Thursday, August 13, 2015

US flag to be raised outside embassy in Cuba

Fidel Castro repeats claim US owes Cuba "millions of dollars" just hours before John Kerry arrives for Havana ceremony.

 

Fidel Castro marked his 89th birthday on Thursday with a column demanding damages from the US [AP]
Fidel Castro marked his 89th birthday on Thursday with a column demanding damages from the US [AP]
In a historic moment in US-Cuba relations, John Kerry will raise the Stars and Stripes over a restored American embassy in Havana, though the economic embargo legally remains in effect.
Three members of the US Marine Corps, now retired, who lowered the flag at the embassy in Cuba in 1961, will be back on Friday with the secretary of state to raise the Stars and Stripes once again.
"I'm gonna love seeing that flag go back up," Jim Tracy, 78, says in a video posted on the State Department website.
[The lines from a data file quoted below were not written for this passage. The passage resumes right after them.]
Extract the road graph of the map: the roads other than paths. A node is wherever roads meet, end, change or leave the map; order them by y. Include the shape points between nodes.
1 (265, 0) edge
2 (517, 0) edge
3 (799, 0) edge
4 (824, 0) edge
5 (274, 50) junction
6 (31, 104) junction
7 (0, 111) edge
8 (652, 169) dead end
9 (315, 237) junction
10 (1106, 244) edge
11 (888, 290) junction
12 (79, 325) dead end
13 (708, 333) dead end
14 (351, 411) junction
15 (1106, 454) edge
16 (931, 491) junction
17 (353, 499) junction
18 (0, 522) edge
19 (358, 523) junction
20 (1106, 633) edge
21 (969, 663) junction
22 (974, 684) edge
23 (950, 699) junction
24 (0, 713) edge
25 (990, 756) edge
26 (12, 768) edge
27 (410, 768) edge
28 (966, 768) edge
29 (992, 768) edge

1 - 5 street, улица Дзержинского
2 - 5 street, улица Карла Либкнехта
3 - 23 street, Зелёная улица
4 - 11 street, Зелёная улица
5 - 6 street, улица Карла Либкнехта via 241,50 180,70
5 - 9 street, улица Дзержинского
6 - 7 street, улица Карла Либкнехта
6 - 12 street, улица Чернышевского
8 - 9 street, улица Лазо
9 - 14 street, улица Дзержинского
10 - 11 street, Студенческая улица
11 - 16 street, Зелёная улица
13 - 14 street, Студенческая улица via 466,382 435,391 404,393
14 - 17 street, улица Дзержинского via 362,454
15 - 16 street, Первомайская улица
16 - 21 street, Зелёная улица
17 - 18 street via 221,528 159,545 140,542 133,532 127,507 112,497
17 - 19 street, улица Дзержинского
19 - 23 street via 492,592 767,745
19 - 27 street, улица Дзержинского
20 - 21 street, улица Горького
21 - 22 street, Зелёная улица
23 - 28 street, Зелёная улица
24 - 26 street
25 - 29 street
Tracy - who served in the Marines Corps for 30 years - was a master gunnery sergeant entrusted with lowering the flag at the embassy in Havana when the US severed relations with Cuba on January 4, 1961.
A huge crowd of Cubans had gathered outside the embassy seeking visas to leave the island, then in the throes of a communist revolution.
As Tracy, Corporal Mike East and Lance Corporal Larry Morris marched out of the embassy, the crowd parted and the American soldiers proceeded to bring down the flag, ceremoniously folding it up.
"It was a touching moment," said East, who is now 76. Cuba was his first posting as a member of the Marine Corps' embassy detachment.
On Friday, they will go back to Havana with Kerry to seal the renewal of diplomatic relations embarked on in December by US President Barack Obama and Cuba's President Raul Castro.

Raul Castro took over Cuba's presidency after the elder Castro, Fidel, suffered a health crisis in 2006.
Katherine Vargas, White House spokesperson, said the retired soldiers were being reunited "to raise the flag again tomorrow at the ceremonial opening of the US Embassy in Cuba".
The flag itself will not be the same one taken down 54 years ago, a State Department source said.

For his part, Fidel Castro marked his 89th birthday with a newspaper column on Thursday repeating assertions that the US owes socialist Cuba "numerous millions of dollars" for damages caused by its decades-long embargo.
Fidel Castro did not directly mention the restored relations, though he made several critical references to the US.
He said the US owes Cuba indemnifications "that rise to numerous millions of dollars" for damage caused by the embargo.
He also repeated his criticism of the US decision to stop swapping dollars for gold in 1971, a stand shared with some conservative economists.
He has said in the past that such a move left the dollar alone as the world's measure of value for currencies.
Fidel Castro came to power in 1959 following a revolution.
Relations with the US were broken in 1961 as he led Cuba rapidly into a socialist model allied with the Soviet Union.